I can see myself coming home from work with a pre-filled kettle and pre-milled grain to do a brew. I work 12 hour days so this is a big deal.

I am still missing volumes by a little but mostly that is either laziness or the massively variable trub loss due to my use of whole hops for a large portion of my hop bill.

I cannot stress enough if you do not have a keggle already prepped, buy a kettle. I had three keggles lying around from my three tier and still wish I had sprung for a cheap 20 gallon AL kettle even though all the parts are transferable.
 
OP
O

Onkel_Udo

Well-Known Member
Joined
Jul 5, 2013
Messages
1,998
Reaction score
622
Location
HAMMOND
I cannot stress enough if you do not have a keggle already prepped, buy a kettle. I had three keggles lying around from my three tier and still wish I had sprung for a cheap 20 gallon AL kettle even though all the parts are transferable.
Well, the day is coming soon as a fellow HBD'er hooked me up with a link to the ideal kettle for me to move over all the kit to. I have a 20 gallon AL pot with strainer and lid enroute for $48 delivered.

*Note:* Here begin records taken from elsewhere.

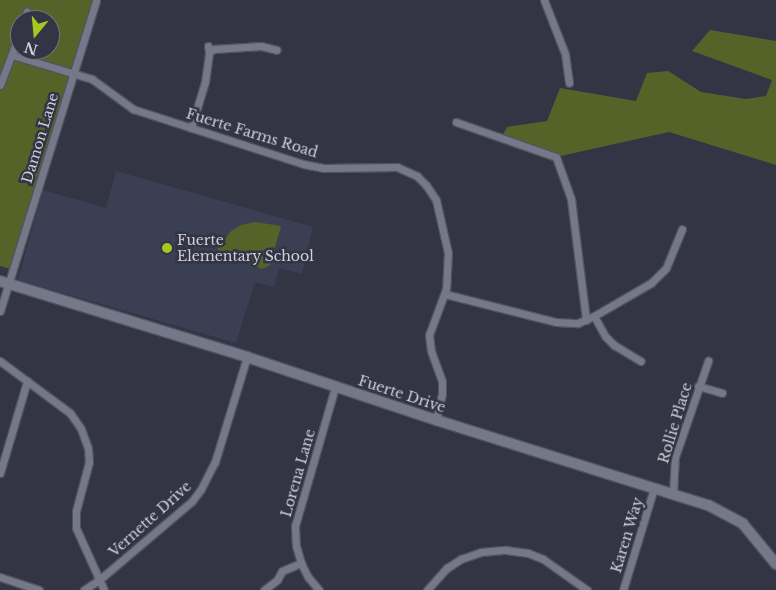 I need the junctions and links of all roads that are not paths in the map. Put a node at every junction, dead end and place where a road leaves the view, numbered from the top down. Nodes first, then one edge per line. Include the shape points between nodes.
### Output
1 (96, 0) edge
2 (544, 0) edge
3 (277, 50) dead end
4 (10, 60) edge
5 (29, 60) edge
6 (72, 73) junction
7 (569, 83) dead end
8 (0, 85) edge
9 (456, 122) dead end
10 (191, 128) junction
11 (682, 229) dead end
12 (4, 283) edge
13 (444, 294) junction
14 (0, 311) edge
15 (594, 316) junction
16 (586, 320) junction
17 (247, 357) junction
18 (641, 360) dead end
19 (0, 361) edge
20 (708, 361) dead end
21 (27, 381) junction
22 (698, 386) junction
23 (336, 387) junction
24 (722, 393) dead end
25 (436, 420) junction
26 (0, 473) edge
27 (654, 488) junction
28 (673, 494) junction
29 (301, 563) junction
30 (776, 564) edge
31 (0, 577) edge
32 (99, 580) junction
33 (39, 590) edge
34 (84, 590) edge
35 (104, 590) edge
36 (264, 590) edge
37 (319, 590) edge
38 (426, 590) edge
39 (587, 590) edge
40 (623, 590) edge

1 - 6 street, Damon Lane
2 - 7 street via 565,54
3 - 10 street via 261,46 209,49 206,82
4 - 8 street
5 - 6 street, Fuerte Farms Road
6 - 10 street, Fuerte Farms Road via 97,82 133,109
6 - 12 street, Damon Lane
9 - 16 street via 556,157 571,199
10 - 13 street, Fuerte Farms Road via 311,166 381,166 402,168 412,173 433,195 442,222 448,260
11 - 15 street via 663,272 651,284
12 - 14 street, Damon Lane
12 - 17 street, Fuerte Drive
13 - 16 street via 556,322
13 - 25 street, Fuerte Farms Road via 429,335 442,381
15 - 16 street
15 - 18 street via 610,340
17 - 23 street, Fuerte Drive
17 - 32 street, Vernette Drive via 215,462 202,489 192,502
19 - 21 street
20 - 22 street, Rollie Place
21 - 26 street
21 - 32 street via 70,413 84,435 89,455 88,469 75,522 77,534
22 - 24 street
22 - 28 street, Rollie Place via 675,457
23 - 25 street, Fuerte Drive
23 - 29 street, Lorena Lane via 296,520 295,539
25 - 27 street, Fuerte Drive
27 - 28 street, Fuerte Drive
27 - 40 street, Karen Way
28 - 30 street, Fuerte Drive via 708,505 743,524
29 - 36 street via 282,572 278,580
29 - 37 street, Lorena Lane
31 - 33 street
32 - 34 street, Vernette Drive
32 - 35 street
38 - 39 street via 447,568 461,559 481,552 506,550 543,559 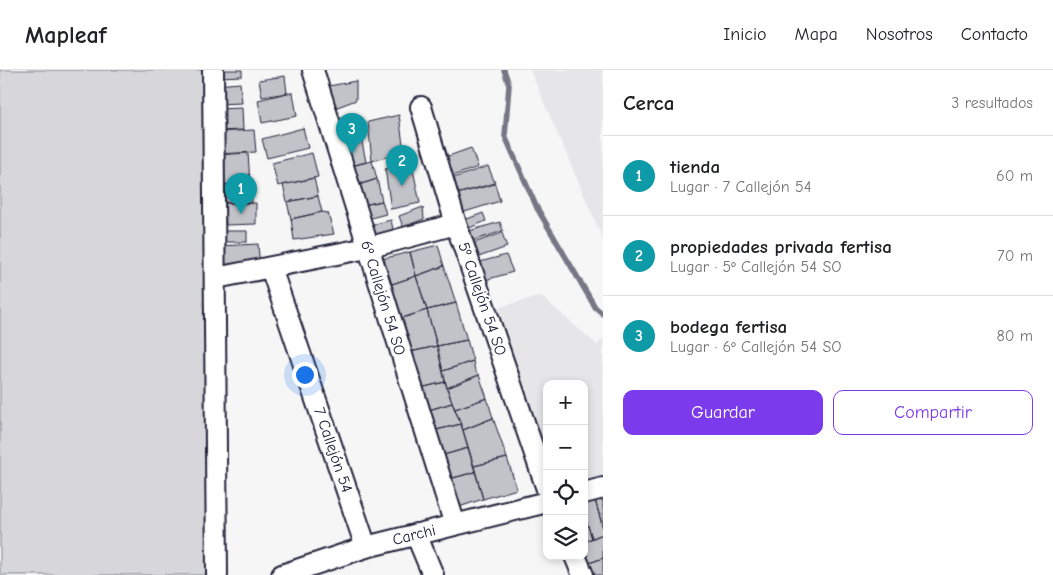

A couple for improvements this time will include:

Lowering the elements so that the hex nut is actually in contact with bottom of the pot

Attaching the top and bottom of the switch boxes to the band clamp

Attaching the band clamp (with attached boxes) to the kettle and THEN drilling the holes in the side of the kettle for the elements through the holes in the switch boxes

Size the bag to my basket and add three SS bolts to hover the basket a tiny bit above the elements

Place ball valve dip tube at edge of pot (no concave bottom like a keggle) or consider bottom drain (likely)
 
OP
O

Onkel_Udo

Well-Known Member
Joined
Jul 5, 2013
Messages
1,998
Reaction score
622
Location
HAMMOND
Inaugural brew went well except a few common problems. Way overshot the volume and even with an extended boil at two hours ended up a gallon over. Pictures later.

One note...the thin Bayou Classic AL pot has a lot more flex with than a keggle where the elements are installed so getting a seal was not as easy. I ended up having to use the flat silicon gasket from the SS elements and the traditional o-ring and grooved nut.